Instructions to follow - The word to look for is "nodes". Report every line of the entries below that has it.

[[ Supplied records open ]]

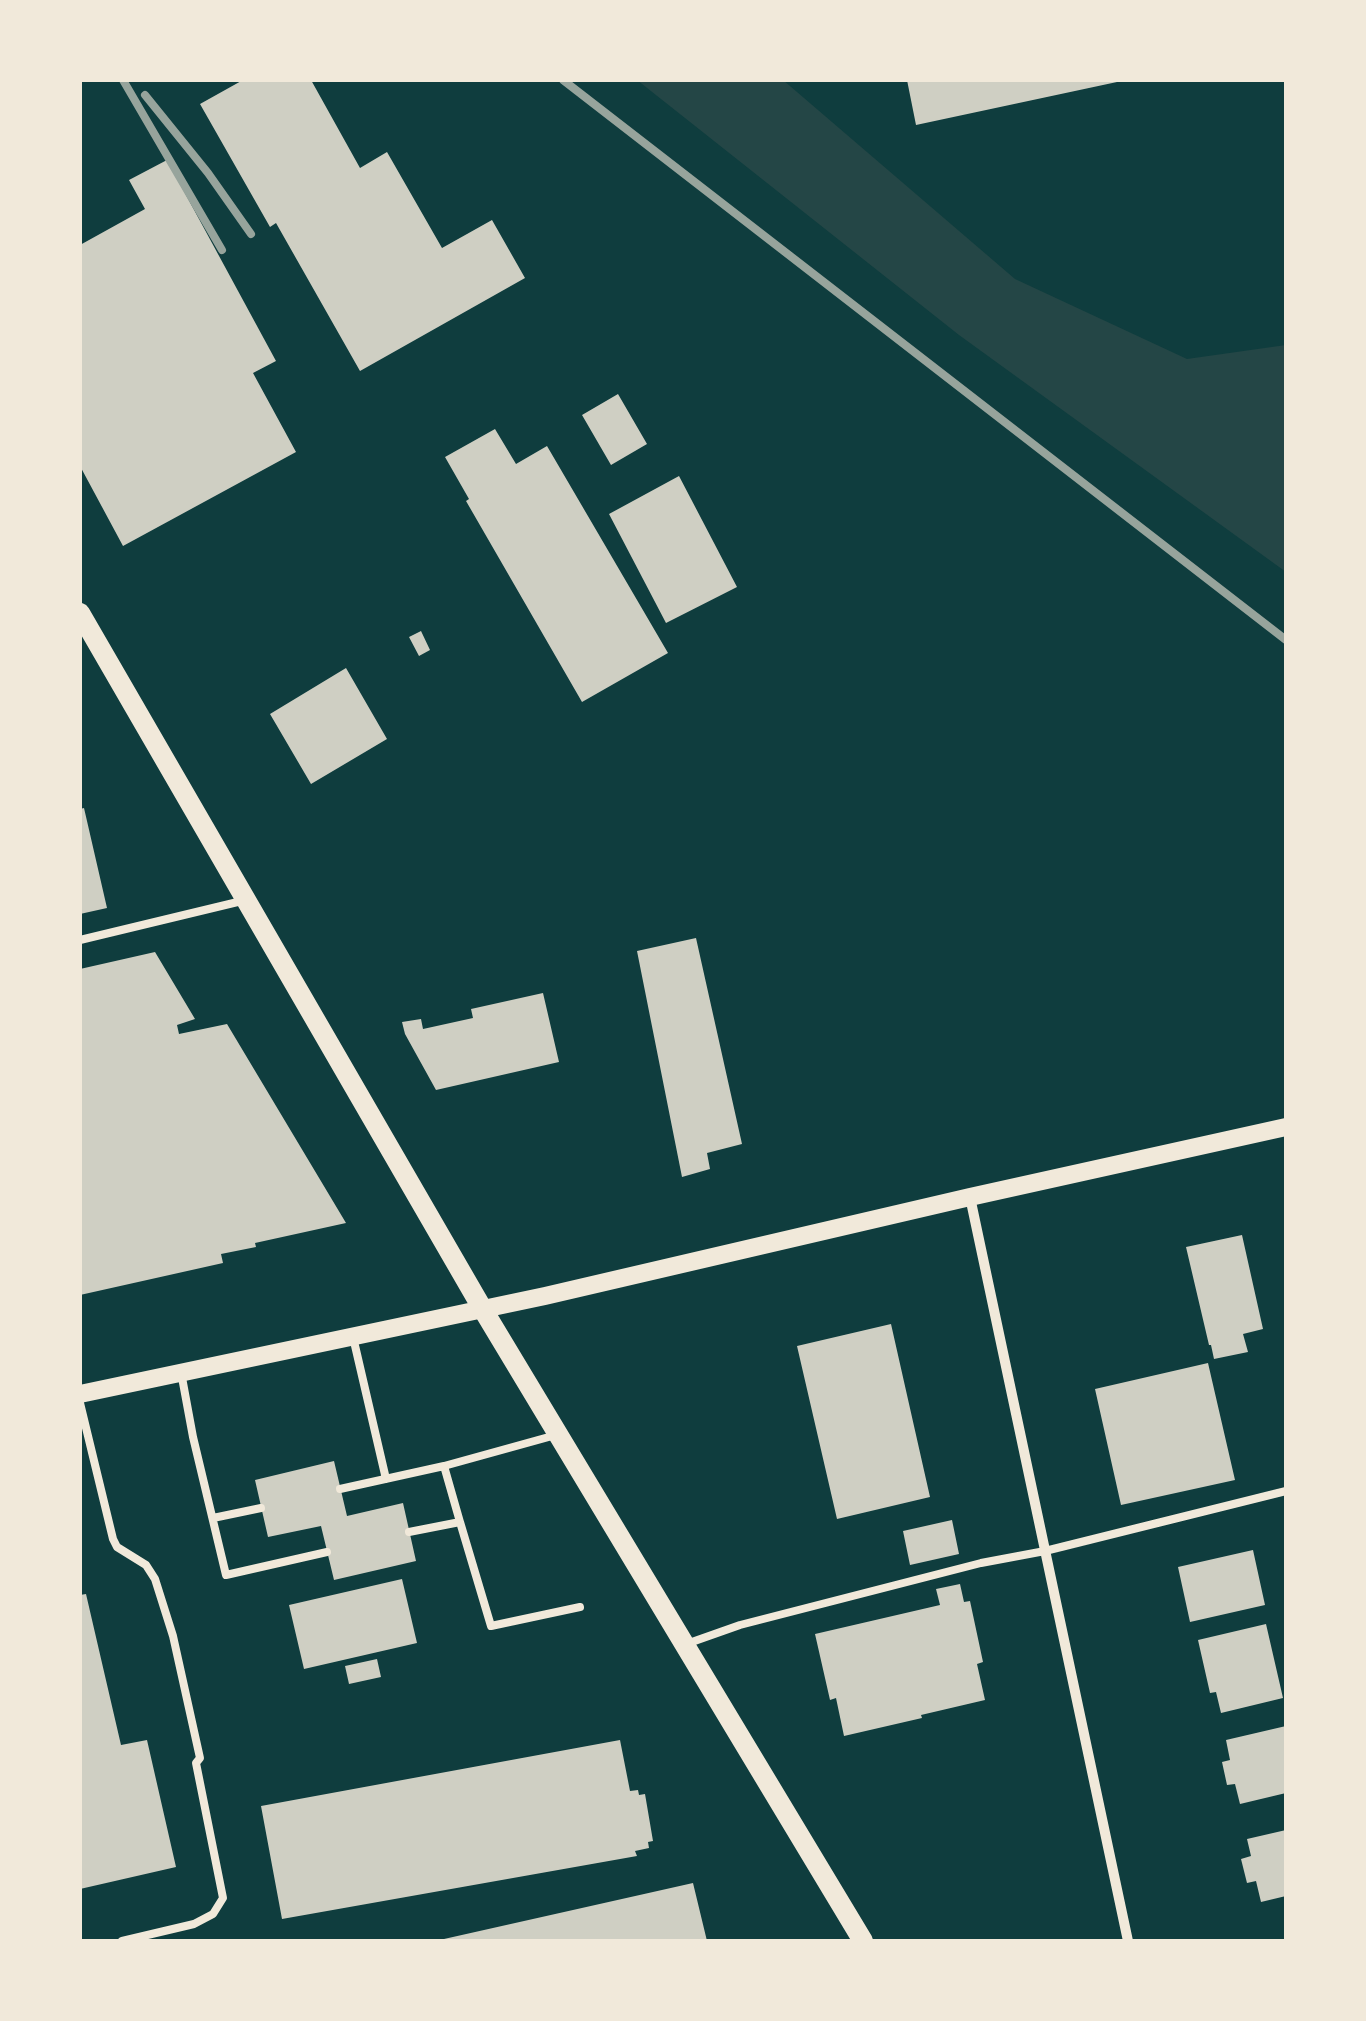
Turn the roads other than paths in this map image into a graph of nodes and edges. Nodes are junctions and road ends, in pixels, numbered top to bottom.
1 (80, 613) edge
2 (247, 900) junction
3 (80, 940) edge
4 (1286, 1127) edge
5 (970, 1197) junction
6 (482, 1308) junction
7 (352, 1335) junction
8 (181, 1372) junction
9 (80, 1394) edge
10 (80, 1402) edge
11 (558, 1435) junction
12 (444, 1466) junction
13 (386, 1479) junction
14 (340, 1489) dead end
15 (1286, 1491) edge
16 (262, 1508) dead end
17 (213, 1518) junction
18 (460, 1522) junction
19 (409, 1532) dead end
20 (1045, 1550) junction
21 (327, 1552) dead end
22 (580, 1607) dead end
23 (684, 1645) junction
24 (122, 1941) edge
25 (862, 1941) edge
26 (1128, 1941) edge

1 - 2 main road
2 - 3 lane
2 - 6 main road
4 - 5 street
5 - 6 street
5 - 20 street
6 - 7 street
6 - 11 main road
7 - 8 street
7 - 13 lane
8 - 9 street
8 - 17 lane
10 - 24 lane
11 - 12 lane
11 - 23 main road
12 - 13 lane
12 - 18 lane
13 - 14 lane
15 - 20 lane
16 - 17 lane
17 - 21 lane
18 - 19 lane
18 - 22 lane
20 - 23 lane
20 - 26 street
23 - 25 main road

[[ Supplied records closed ]]
[[ Supplied records open ]]

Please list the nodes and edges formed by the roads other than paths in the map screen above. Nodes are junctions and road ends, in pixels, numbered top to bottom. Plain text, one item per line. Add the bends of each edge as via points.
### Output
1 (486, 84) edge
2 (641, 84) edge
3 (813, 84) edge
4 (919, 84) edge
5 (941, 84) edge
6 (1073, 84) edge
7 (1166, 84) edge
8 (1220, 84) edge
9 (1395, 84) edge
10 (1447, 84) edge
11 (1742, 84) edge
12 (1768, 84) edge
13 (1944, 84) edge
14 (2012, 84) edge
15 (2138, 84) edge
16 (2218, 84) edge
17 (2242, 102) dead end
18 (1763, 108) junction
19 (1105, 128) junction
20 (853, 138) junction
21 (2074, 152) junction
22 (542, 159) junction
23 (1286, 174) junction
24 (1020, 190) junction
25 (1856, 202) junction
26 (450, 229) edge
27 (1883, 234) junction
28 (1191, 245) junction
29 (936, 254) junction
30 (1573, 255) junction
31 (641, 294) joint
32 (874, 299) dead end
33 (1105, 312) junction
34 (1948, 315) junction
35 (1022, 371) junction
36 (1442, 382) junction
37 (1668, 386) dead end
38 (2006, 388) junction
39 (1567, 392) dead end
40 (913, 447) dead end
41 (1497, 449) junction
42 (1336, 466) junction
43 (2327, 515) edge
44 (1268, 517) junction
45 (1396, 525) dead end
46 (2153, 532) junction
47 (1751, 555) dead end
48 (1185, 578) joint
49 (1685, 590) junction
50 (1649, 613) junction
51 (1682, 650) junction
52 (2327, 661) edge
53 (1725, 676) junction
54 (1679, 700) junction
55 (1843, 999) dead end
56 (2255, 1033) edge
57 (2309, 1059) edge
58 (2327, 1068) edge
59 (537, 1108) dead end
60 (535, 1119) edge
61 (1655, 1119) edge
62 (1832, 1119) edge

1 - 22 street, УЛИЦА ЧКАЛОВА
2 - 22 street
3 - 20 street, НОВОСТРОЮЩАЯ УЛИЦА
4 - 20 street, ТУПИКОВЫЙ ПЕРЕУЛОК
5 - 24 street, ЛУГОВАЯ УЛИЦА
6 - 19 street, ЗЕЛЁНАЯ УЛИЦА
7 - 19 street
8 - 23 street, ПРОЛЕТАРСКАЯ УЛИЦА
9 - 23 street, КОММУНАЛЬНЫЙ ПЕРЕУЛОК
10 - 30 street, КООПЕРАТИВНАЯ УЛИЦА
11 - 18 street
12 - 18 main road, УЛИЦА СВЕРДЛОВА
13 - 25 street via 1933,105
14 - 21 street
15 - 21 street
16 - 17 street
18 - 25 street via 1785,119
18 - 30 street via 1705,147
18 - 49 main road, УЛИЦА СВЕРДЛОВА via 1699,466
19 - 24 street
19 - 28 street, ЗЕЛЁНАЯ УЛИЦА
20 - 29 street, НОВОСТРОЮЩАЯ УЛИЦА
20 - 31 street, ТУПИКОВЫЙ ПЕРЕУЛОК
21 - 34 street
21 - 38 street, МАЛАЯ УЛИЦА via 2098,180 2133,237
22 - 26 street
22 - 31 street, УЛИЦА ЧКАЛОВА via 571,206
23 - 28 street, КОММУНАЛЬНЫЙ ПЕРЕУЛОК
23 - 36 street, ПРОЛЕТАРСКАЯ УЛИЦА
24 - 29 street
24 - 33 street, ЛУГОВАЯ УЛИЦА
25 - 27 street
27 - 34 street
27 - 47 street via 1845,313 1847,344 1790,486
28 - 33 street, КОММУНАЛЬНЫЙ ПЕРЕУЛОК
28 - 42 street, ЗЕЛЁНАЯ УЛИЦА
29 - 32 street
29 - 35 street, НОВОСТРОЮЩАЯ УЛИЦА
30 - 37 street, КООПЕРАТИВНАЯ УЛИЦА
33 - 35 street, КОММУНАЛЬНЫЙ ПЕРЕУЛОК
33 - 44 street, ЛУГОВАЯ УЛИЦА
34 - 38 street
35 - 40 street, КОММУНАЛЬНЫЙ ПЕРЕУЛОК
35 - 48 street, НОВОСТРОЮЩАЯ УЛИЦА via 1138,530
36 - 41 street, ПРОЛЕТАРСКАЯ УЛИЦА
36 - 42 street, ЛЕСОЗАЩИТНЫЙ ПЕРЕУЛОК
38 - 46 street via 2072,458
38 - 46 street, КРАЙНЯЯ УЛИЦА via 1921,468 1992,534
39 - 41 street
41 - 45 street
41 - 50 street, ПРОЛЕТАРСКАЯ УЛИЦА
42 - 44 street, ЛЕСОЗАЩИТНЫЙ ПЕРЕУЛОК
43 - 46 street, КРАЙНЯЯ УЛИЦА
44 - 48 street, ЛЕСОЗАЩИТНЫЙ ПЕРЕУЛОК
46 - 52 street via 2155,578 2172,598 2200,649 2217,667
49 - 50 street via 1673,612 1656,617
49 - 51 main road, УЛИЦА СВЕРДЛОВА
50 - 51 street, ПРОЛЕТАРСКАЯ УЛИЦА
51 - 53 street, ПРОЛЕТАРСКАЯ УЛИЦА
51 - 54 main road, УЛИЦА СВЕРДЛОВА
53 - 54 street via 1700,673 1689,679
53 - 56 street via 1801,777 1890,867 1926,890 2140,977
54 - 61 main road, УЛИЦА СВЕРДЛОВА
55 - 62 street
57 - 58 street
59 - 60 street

[[ Supplied records closed ]]

Your response -
Turn the roads other than paths in this map image into a graph of nodes and edges. Nodes are junctions and road ends, in pixels, numbered top to bottom.
Please list the nodes and edges formed by the roads other than paths in the map screen above. Nodes are junctions and road ends, in pixels, numbered top to bottom. Plain text, one item per line. Add the bends of each edge as via points.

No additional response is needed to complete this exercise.